**What is needed:**
Report every line below that carries the word "Ridge".

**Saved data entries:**
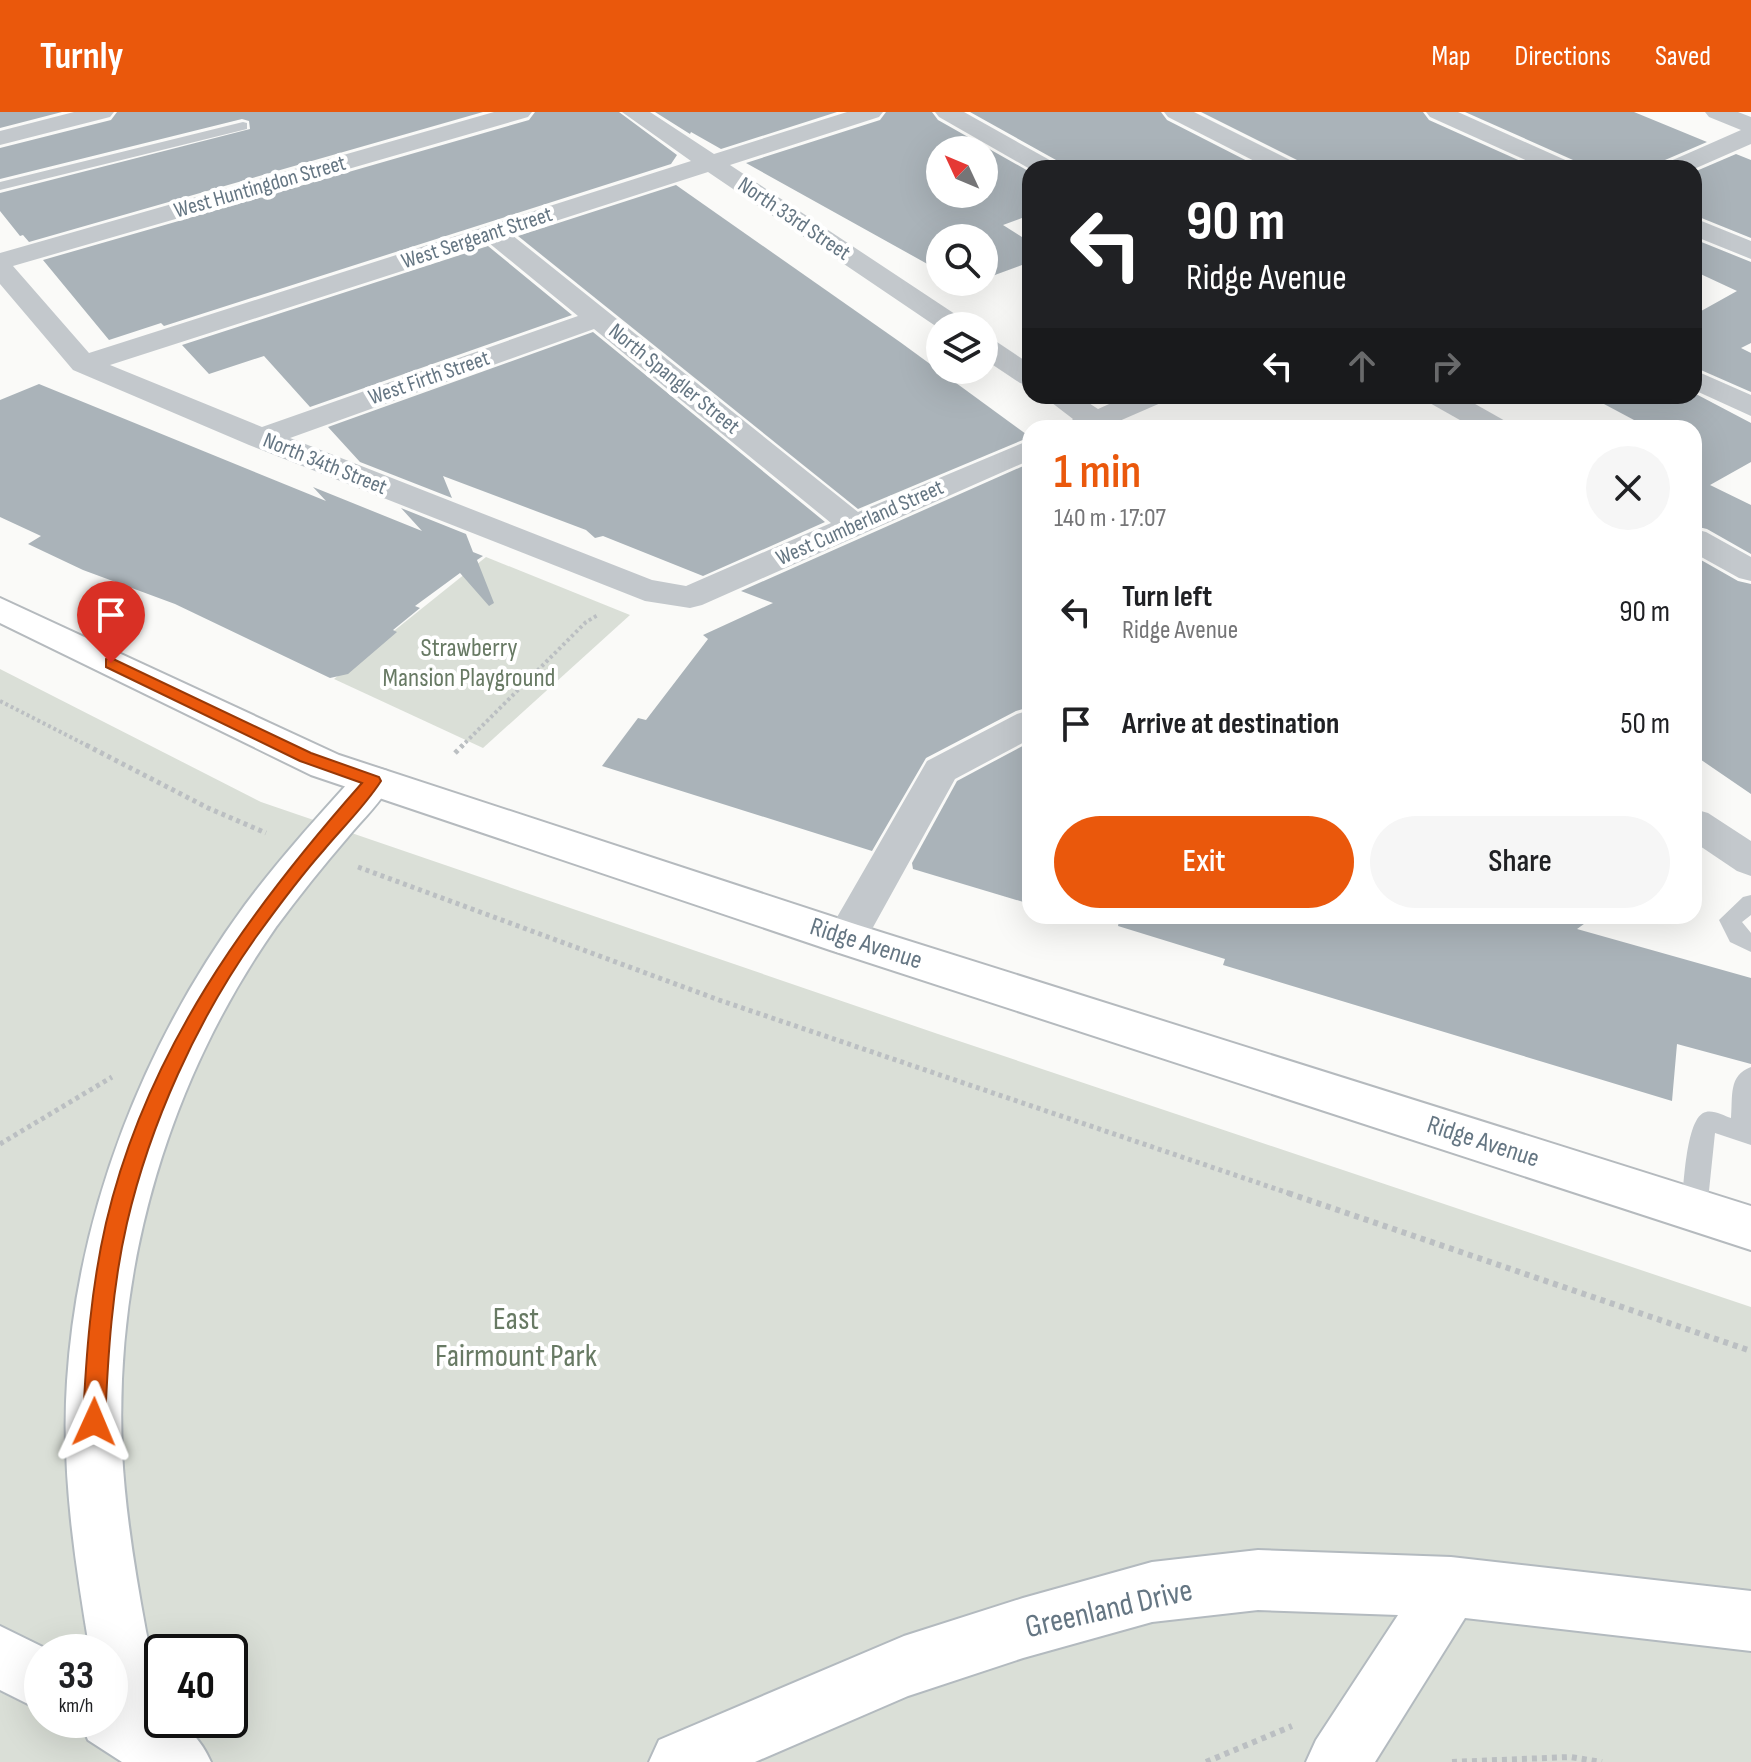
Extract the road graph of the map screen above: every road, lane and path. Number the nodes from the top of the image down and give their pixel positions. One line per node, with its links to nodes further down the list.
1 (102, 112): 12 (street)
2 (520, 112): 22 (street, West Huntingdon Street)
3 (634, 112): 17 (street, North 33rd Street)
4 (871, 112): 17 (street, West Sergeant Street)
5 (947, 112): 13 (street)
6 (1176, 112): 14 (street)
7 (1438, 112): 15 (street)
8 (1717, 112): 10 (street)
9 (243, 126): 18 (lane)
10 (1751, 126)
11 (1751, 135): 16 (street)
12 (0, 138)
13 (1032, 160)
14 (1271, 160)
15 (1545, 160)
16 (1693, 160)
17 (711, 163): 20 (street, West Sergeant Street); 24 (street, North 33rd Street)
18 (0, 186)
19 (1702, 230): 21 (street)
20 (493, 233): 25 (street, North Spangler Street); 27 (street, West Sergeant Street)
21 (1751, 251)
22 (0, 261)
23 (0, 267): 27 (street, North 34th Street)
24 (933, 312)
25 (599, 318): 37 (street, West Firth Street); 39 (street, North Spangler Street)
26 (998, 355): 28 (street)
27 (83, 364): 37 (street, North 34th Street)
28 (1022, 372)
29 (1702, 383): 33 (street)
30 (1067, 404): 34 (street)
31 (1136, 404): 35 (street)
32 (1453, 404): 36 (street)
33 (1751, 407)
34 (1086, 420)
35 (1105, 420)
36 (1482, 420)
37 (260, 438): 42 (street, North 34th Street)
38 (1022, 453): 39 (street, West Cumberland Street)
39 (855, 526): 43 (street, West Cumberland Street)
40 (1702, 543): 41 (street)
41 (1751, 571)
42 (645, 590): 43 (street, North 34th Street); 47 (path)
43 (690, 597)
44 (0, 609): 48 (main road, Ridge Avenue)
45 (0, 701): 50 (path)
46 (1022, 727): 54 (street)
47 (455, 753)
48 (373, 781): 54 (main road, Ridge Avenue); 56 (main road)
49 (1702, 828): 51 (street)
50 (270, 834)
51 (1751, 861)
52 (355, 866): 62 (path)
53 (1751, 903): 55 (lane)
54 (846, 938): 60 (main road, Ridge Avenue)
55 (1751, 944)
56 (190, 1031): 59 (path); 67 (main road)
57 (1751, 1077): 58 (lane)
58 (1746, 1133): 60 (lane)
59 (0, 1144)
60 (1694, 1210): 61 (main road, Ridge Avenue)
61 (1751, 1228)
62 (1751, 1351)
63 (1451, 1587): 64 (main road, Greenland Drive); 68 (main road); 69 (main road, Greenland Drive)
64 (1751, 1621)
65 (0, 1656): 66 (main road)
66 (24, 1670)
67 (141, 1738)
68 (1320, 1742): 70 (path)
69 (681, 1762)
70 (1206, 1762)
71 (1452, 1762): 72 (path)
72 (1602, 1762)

---

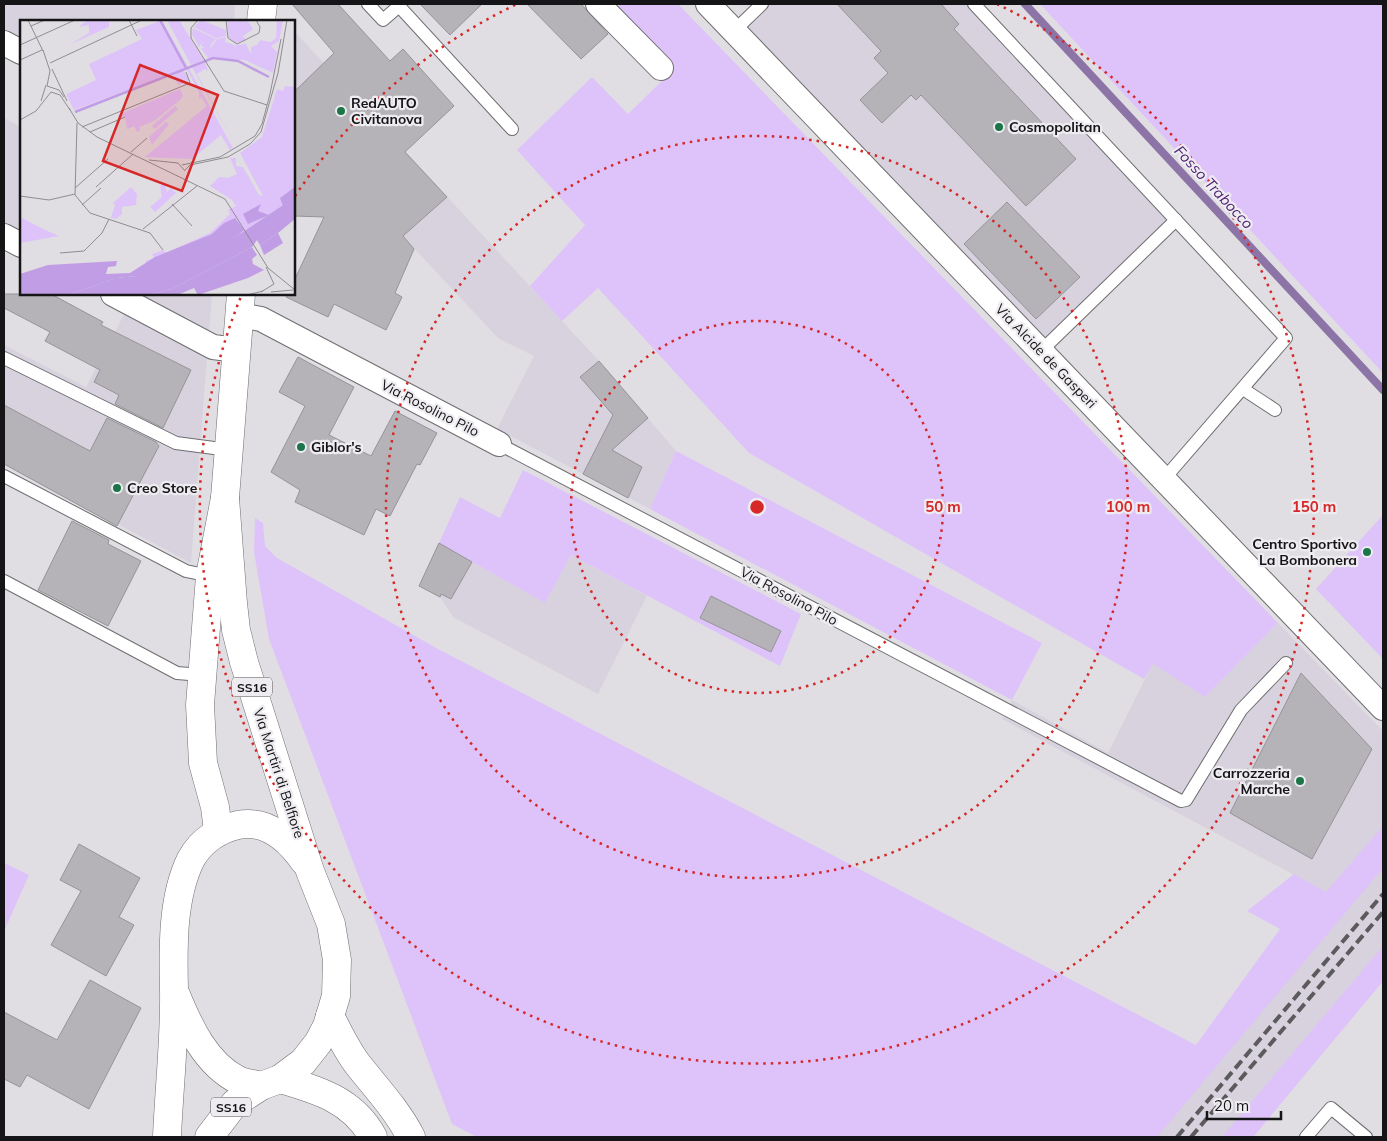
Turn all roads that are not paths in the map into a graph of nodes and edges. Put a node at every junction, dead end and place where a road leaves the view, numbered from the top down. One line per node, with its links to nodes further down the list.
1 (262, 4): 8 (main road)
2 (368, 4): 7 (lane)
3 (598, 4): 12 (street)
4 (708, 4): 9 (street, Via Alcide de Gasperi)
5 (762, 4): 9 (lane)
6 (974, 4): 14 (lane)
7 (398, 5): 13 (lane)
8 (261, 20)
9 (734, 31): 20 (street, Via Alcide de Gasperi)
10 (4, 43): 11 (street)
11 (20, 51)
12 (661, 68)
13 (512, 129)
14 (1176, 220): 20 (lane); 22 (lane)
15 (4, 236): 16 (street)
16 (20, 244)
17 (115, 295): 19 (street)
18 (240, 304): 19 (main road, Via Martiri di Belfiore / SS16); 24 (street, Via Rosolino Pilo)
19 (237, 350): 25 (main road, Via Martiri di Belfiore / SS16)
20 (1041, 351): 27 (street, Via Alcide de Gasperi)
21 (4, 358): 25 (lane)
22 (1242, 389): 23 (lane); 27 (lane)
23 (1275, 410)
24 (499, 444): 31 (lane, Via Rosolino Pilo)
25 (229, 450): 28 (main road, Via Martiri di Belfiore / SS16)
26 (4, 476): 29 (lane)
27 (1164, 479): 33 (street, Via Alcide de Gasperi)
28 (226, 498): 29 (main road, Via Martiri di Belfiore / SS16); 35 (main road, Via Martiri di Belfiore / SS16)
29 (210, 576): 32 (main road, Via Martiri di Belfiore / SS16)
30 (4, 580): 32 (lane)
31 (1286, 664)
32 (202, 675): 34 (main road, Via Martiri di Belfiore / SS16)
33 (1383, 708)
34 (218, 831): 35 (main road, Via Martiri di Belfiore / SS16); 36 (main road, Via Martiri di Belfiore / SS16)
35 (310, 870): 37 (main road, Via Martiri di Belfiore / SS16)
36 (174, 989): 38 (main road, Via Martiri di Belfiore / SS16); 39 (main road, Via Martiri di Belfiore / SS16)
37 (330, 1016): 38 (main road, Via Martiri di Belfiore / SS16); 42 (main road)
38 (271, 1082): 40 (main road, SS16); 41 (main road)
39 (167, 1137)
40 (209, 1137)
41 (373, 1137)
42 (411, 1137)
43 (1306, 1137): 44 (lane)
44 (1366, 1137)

...

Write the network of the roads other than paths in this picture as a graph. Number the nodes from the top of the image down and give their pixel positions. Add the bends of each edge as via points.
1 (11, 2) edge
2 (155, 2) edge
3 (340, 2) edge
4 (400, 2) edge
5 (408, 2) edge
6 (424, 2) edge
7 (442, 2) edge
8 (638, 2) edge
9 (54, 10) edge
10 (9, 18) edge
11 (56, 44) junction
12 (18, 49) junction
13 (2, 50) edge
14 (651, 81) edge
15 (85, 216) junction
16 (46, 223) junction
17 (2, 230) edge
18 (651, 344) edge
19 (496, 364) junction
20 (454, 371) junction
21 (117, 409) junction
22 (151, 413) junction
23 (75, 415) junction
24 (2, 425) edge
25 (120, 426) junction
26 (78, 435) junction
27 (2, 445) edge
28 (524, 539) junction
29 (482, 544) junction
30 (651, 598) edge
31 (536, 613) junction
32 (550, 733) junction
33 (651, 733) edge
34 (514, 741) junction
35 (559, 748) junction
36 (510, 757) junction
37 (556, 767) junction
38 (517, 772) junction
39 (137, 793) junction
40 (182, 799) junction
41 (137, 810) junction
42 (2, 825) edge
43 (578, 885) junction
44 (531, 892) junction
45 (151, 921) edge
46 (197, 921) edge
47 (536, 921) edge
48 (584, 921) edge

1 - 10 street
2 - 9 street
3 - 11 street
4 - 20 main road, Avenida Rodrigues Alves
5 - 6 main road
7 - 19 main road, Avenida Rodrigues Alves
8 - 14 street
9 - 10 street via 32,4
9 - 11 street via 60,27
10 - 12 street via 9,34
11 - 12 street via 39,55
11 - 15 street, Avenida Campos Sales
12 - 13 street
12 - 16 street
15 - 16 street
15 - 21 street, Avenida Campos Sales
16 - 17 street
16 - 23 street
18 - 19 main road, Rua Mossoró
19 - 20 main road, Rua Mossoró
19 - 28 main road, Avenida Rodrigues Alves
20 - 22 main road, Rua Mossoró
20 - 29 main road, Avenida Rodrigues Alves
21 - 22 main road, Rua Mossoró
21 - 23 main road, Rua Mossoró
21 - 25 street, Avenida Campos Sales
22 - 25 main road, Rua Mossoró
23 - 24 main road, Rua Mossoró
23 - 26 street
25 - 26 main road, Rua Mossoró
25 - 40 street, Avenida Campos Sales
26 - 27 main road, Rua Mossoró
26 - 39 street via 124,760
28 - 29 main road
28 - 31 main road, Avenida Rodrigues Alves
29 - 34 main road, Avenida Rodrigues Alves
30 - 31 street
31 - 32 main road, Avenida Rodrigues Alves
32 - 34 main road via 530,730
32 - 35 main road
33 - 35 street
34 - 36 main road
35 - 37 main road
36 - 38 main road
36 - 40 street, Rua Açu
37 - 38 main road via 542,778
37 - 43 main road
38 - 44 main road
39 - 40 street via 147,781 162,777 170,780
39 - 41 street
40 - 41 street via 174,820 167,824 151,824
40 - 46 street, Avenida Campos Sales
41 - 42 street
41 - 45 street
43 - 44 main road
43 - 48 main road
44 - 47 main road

**Answer space:**
44 (0, 609): 48 (main road, Ridge Avenue)
48 (373, 781): 54 (main road, Ridge Avenue); 56 (main road)
54 (846, 938): 60 (main road, Ridge Avenue)
60 (1694, 1210): 61 (main road, Ridge Avenue)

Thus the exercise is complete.